Given the limitations of gratitude, the quest for well-being must not stop at this practice. We need to look into practices that allow us to react graciously and with acceptance to the many negative events and negative emotions that we are bound to experience in our lives. The practice of mindfulness meditation is promising in this respect.

Mindfulness: Finding Peace in the Midst of Misfortune

Mindfulness is based on the act of nonjudgmental awareness. It invites us to accept and observe our mental state and our external reality with compassionate and nonjudgmental attitude no matter how harsh it is. We cannot stop reacting to negative events with sadness or with pain, but we can stop reacting to pain and sadness with frustration and irritation. We can compassionately accept our moments of vulnerability and watch them gradually and naturally fade away.

As Williams and Penman (2012) have argued, it is not pain or sadness that are detrimental to our mental health, rather, the detrimental part is the frustration with which we react to pain and to sadness: sadness generates frustration which generates more sadness which generates more frustration and the mind slips into an infinite spiral of negative emotions. To end this negative spiral, we need to stop reacting to negative emotions with irritation and practice acceptance and humility: “Once you’ve felt [negative emotions], acknowledge their existence and let go of the tendency to explain or get rid of them, they are much more likely to vanish naturally, like the mist on a spring morning” (Williams and Penman, 2012). Just like moments of pleasure cannot last forever, moments of sadness and weariness cannot last forever either as long as we are not constantly feeding them.

A happy life is not a life that is free of negativity and irritation, a happy life is a life where negativity and irritation are not fed and strengthened rather they are graciously acknowledged and humbly accepted: “You can’t stop the triggering of unhappy memories, negative self-talk and judgmental ways of thinking -but what you can stop is what happens next. You can stop the vicious circle from feeding off itself and triggering the next spiral of negative thoughts” (Williams and Penman, 2012).
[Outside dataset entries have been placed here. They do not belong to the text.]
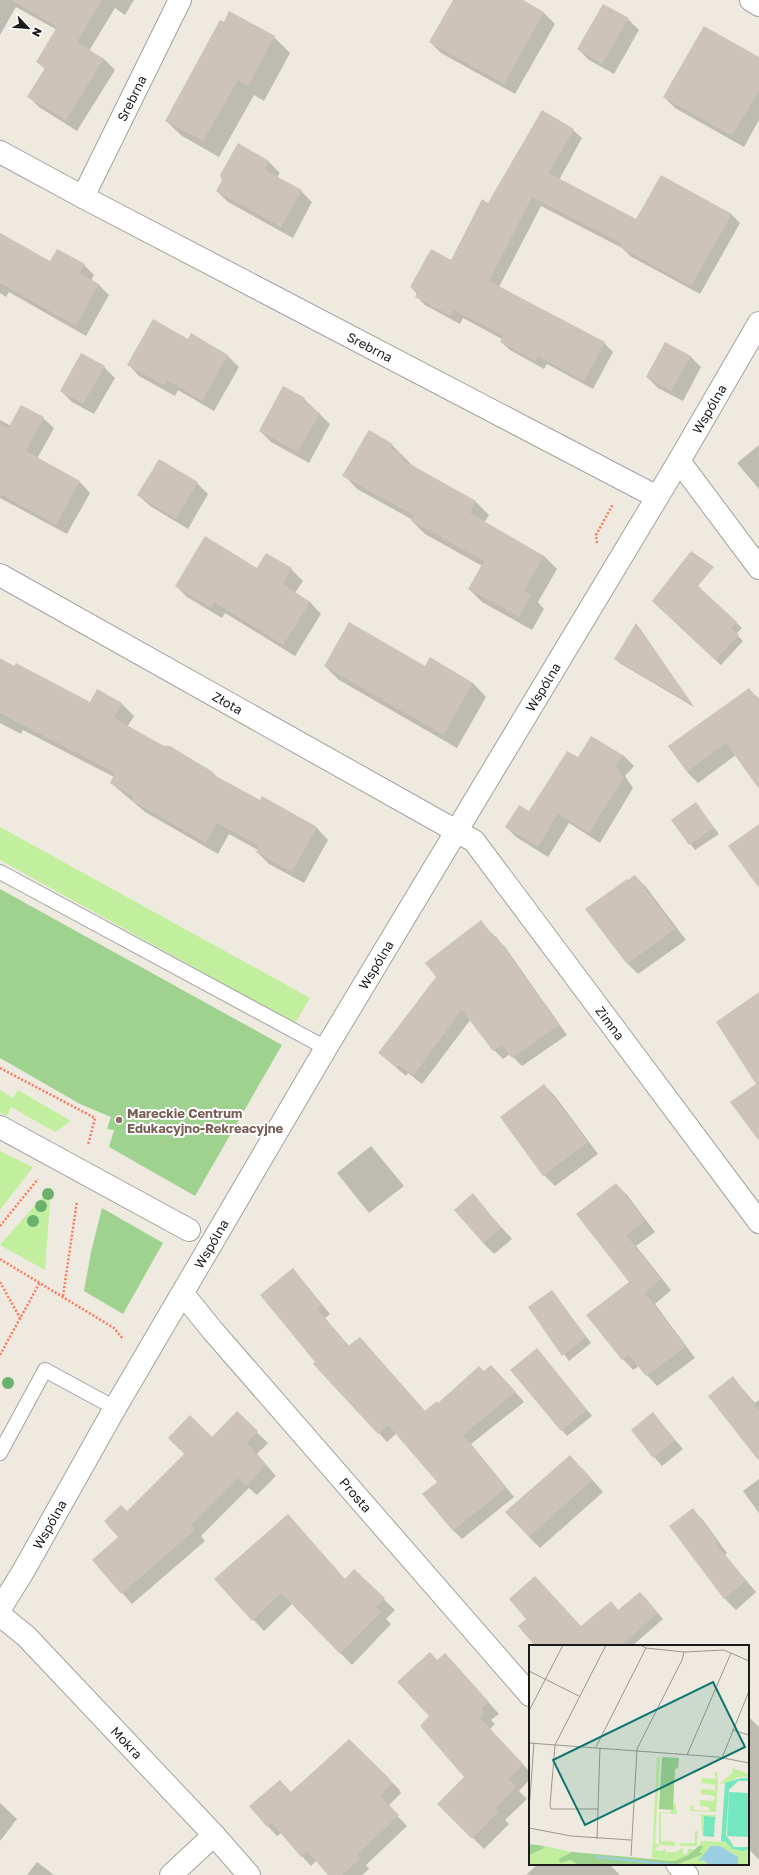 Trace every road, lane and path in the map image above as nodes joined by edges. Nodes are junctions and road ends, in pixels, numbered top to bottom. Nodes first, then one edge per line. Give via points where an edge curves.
1 (180, 0) edge
2 (751, 0) edge
3 (759, 5) edge
4 (0, 152) edge
5 (83, 197) junction
6 (759, 323) edge
7 (679, 461) junction
8 (657, 497) junction
9 (759, 568) edge
10 (0, 575) edge
11 (456, 831) junction
12 (0, 872) edge
13 (326, 1048) junction
14 (0, 1127) edge
15 (56, 1157) junction
16 (759, 1222) edge
17 (0, 1226) edge
18 (189, 1230) dead end
19 (0, 1259) edge
20 (0, 1282) edge
21 (40, 1282) junction
22 (183, 1294) junction
23 (20, 1318) junction
24 (125, 1340) dead end
25 (0, 1355) edge
26 (115, 1408) junction
27 (0, 1453) edge
28 (0, 1609) edge
29 (0, 1615) edge
30 (529, 1694) edge
31 (214, 1836) junction
32 (678, 1865) edge
33 (172, 1875) edge
34 (249, 1875) edge
35 (687, 1875) edge

1 - 5 street, Srebrna
2 - 3 street
4 - 5 street, Srebrna
5 - 8 street, Srebrna
6 - 7 street, Wspólna
7 - 8 street, Wspólna
7 - 9 street
8 - 11 street, Wspólna
10 - 11 street, Złota
11 - 13 street, Wspólna
11 - 16 street, Zimna via 474,841 500,874
12 - 13 lane
13 - 22 street, Wspólna
14 - 15 street
15 - 17 path
15 - 18 street
19 - 21 path
20 - 23 path
21 - 23 path
21 - 24 path via 114,1328
22 - 26 street, Wspólna
22 - 30 street, Prosta
23 - 25 path
26 - 27 lane via 45,1370
26 - 28 street, Wspólna
29 - 31 street, Mokra via 26,1636
31 - 33 street
31 - 34 street, Mokra
32 - 35 street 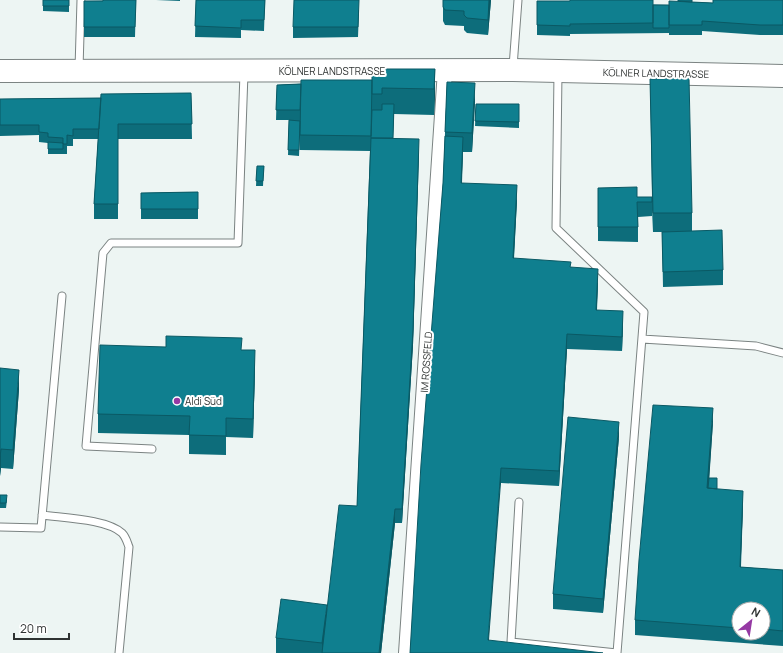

The next time you feel an inner tension, a moment of vulnerability or desperation, do not get frustrated at yourself, do not wonder why you are experiencing this negativity, just take a deep breath and patiently acknowledge the experience and observe it as it naturally vanishes.

Gratitude allows us to notice the many blessings we have and distracts us from the many misfortunes that we face. Mindfulness helps us react to our misfortunes with grace, acceptance, and meditation. Together these two practices nurture the happier self within us.



  1. Froh, J. J., Kashdan, T. B., Ozimkowski, K. M., & Miller, N. (2009). Who benefits the most from a gratitude intervention in children and adolescents? Examining positive affect as a moderator. The Journal of Positive Psychology, 4(5), 408-422.
  2. Seligman, M. E., Steen, T. A., Park, N., & Peterson, C. (2005). Positive psychology progress: empirical validation of interventions. American psychologist, 60(5), 410.
  3. Williams, M., & Penman, D. (2012). Mindfulness: a practical guide to finding peace in a frantic world. Hachette UK.